However, sometimes with probability type things he ends up with the right answer through a very different and more convoluted approach. Recently they were talking about the probability of getting Cursed Key from the Act 1 boss. We both ended up with the same probability, but he and I took very different routes to get to the answer.

The point of that being that I think we have very different frameworks for thinking about certain problems. When I played tournament poker, during these endgame situations, I tried to think about fear and player psychology a lot. It was very clear that certain players were more afraid than others to push their chips in. But at the ends of tournaments, the blinds will simply swallow you if you don't act. This was very relevant as there was a hard cutoff for payouts (top 3 got paid varying amounts, others got nothing).

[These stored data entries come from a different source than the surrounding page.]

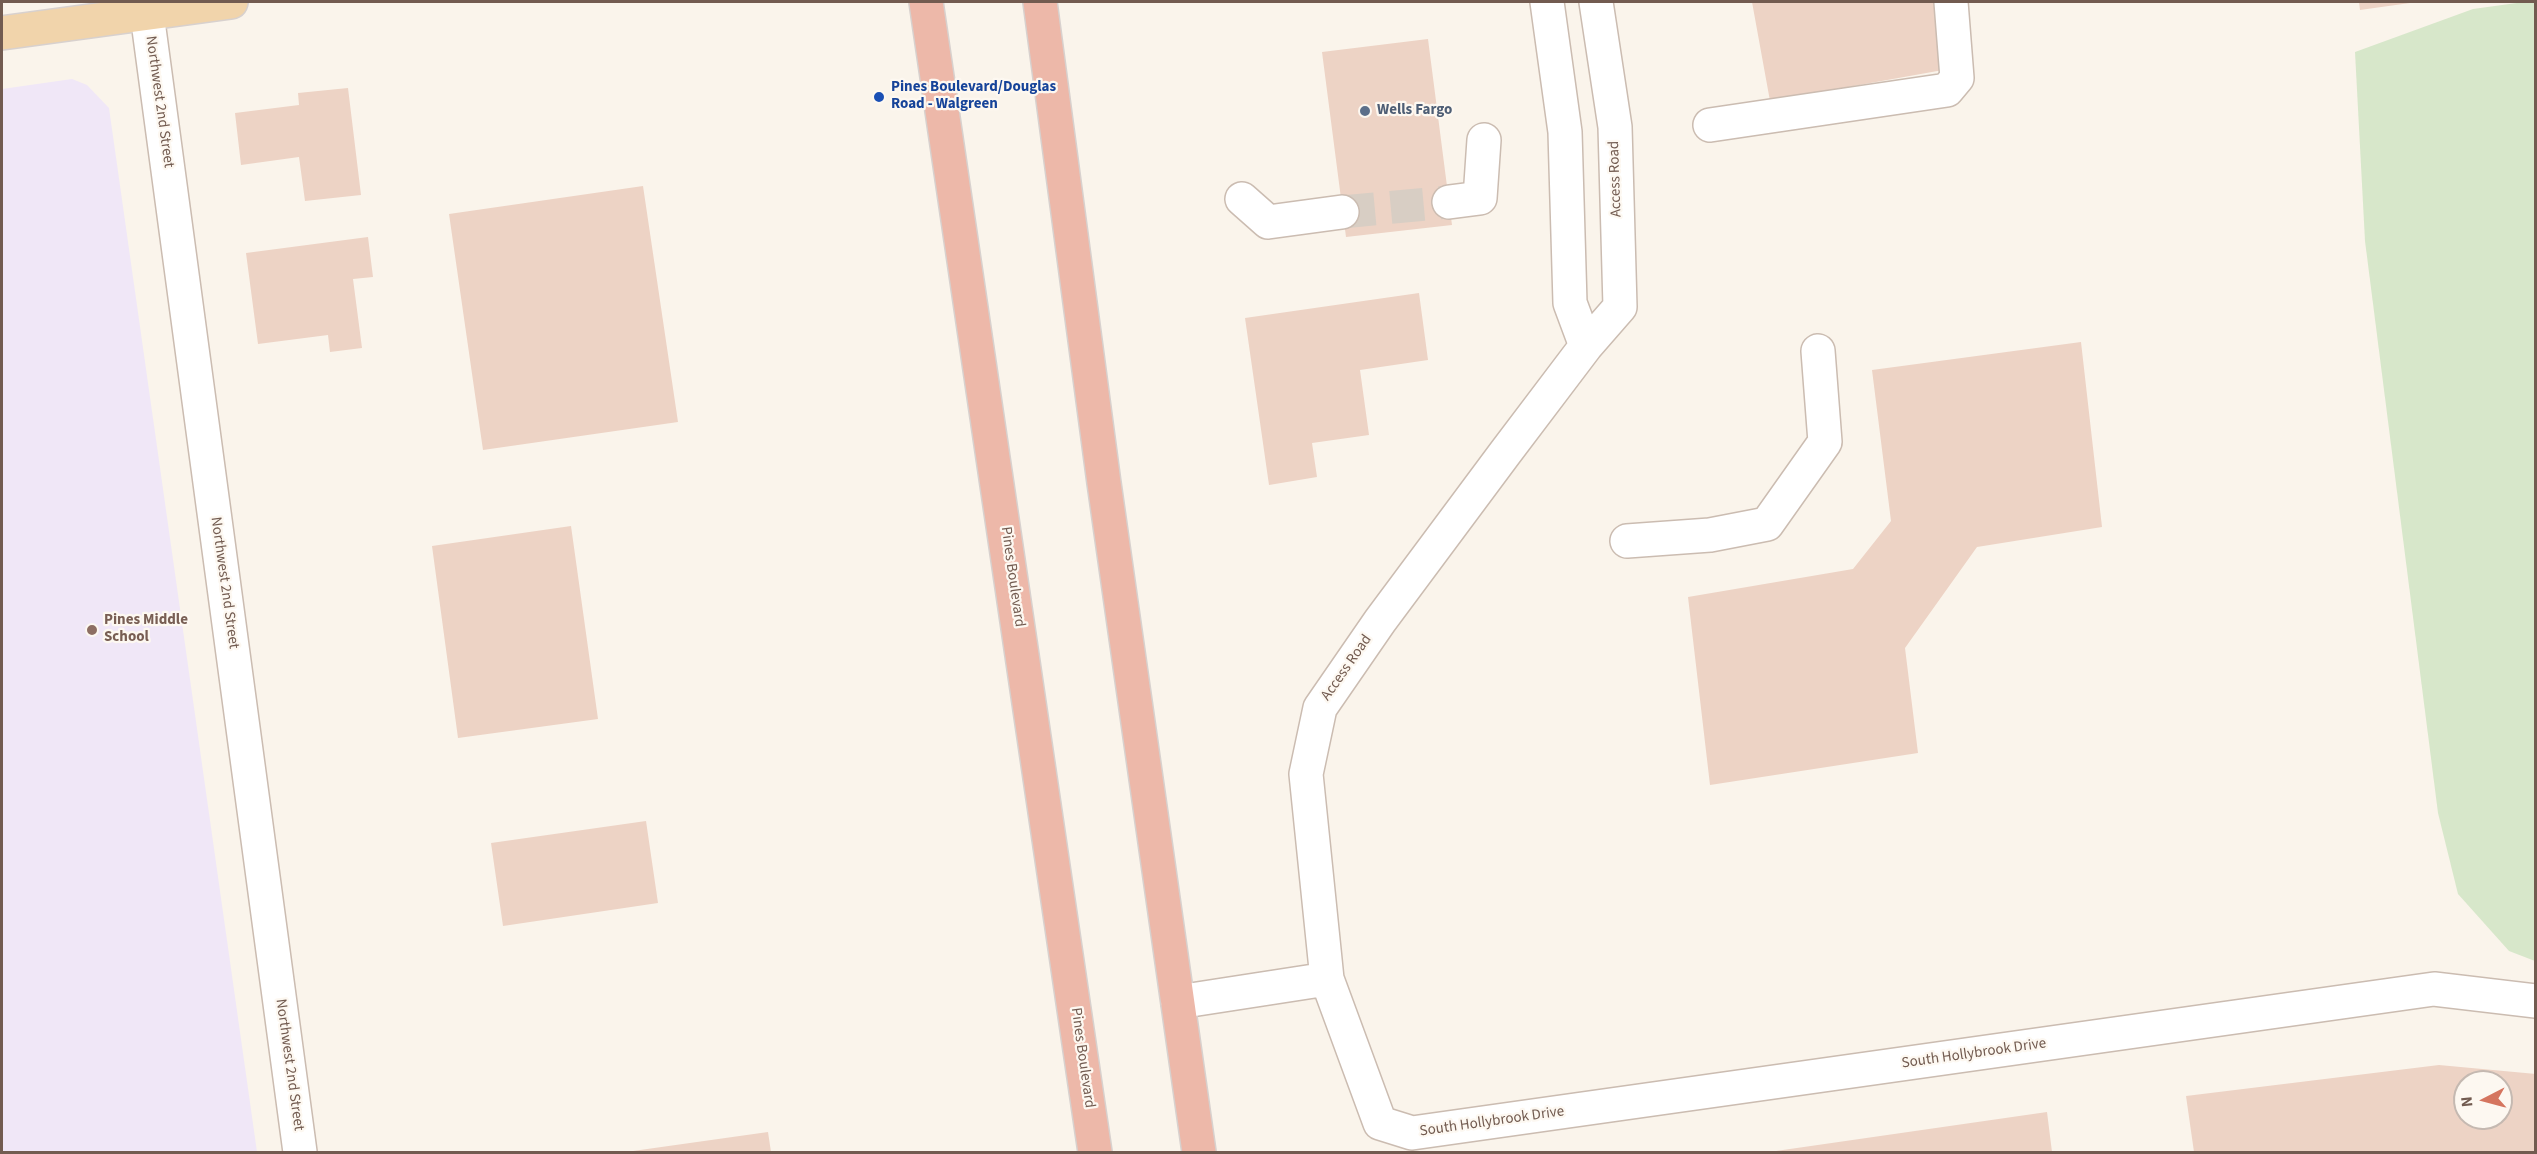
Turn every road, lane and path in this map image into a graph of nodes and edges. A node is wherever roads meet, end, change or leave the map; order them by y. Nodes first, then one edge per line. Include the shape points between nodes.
1 (231, 2) edge
2 (926, 2) edge
3 (1040, 2) edge
4 (1547, 2) edge
5 (1596, 2) edge
6 (1951, 2) edge
7 (147, 14) junction
8 (2, 33) edge
9 (1710, 125) dead end
10 (1615, 127) junction
11 (1565, 132) junction
12 (1484, 140) dead end
13 (1242, 199) dead end
14 (1449, 202) tunnel mouth
15 (1342, 212) tunnel mouth
16 (1586, 346) junction
17 (1818, 351) dead end
18 (1627, 541) dead end
19 (1328, 979) junction
20 (2535, 1001) edge
21 (1178, 1002) junction
22 (1410, 1143) edge
23 (300, 1152) edge
24 (1095, 1152) edge
25 (1199, 1152) edge

1 - 7 main road
2 - 24 highway, Pines Boulevard
3 - 21 highway
4 - 11 street
5 - 10 street, Access Road
6 - 9 street via 1957,78 1947,90
7 - 8 main road
7 - 23 street, Northwest 2nd Street
10 - 11 street
10 - 16 street, Access Road via 1620,307
11 - 16 street via 1570,303
12 - 14 street via 1480,198
13 - 15 street via 1268,222
16 - 19 street, Access Road via 1380,621 1320,708 1306,774
17 - 18 street via 1825,442 1767,524 1710,535
19 - 21 street
19 - 22 street, Access Road via 1380,1123
20 - 22 street, South Hollybrook Drive via 2434,989
21 - 25 highway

I just woke up, so I don't really have a proper analysis here. My experience was of single-table tournaments where the big stacks were almost working cooperatively to eliminate the small stacks until they got past the bubble. To me I found it most useful to observe the social dynamics and levels of perceived fear when making decisions, but typically we were 1) playing with much worse players than Jorbs probably has in mind and 2) much more shortstacked than 15BB.
 
The prisoners dilemma is as follows:
2 prisoners have the option to stay silent or to be a rat. If both stay silent each will be jailed for 3 years. If one of them rats, that prisoner gets a reduced sentence of only 1 year. The silent one gets 10 years. If both of them rat then both get 5 years.
In the prisoners dilemma it is always the best to be a rat while the best outcome is to both stay silent. However, if you stay silent the other one is better off to rat. It is a beautiful example of showing that what is best for all parties may not be the best for one. Read: it is best for you if the rest plays fair and you cheat, just like real life. However, the rest has this same problem and hence will not play fair and this results in that everyone is actually worse off. Sounds familiar?

Now that is out of the way, it is seldom right to compare something to the prisoners dilemma.
Why do you ask? Well, because there is only one best strategy! (Unless you use it to impress someone who does not know that the prisoners dilemma is even more boring than tic-tac-toe. That this is actually a part of the prisoners dilemma is left as an exercise for the reader.)

Most of the time it is better to compare your comparison, e.g., poker to the what type of player are you problem? In this problem the game consists of a number of players with a number of strategies. Strategy 1 is beaten by strategy 2. However, strategy 2 is beaten by strategy 3. Strategy 3 is in turn is beaten by strategy 4 and so on. The beauty is that strategy 1 beats strategy x (e.g., 3), and so on. Now the challenge becomes to find out what type of player the opponent is. Here is where the psychological part of poker comes into play. Reading what type of player the opponent is (and that type can change from hand to hand if the opponent is smart) will win you the game (assuming that everyone has a good memory and probability calculus in their head). The beauty is that, if I remember correctly, is that the best strategy depends on the others instead of just a best strategy no matter what.
 
Last edited:
The beauty is that, if I remember correctly, is that the best strategy depends on the others instead of just a best strategy no matter what.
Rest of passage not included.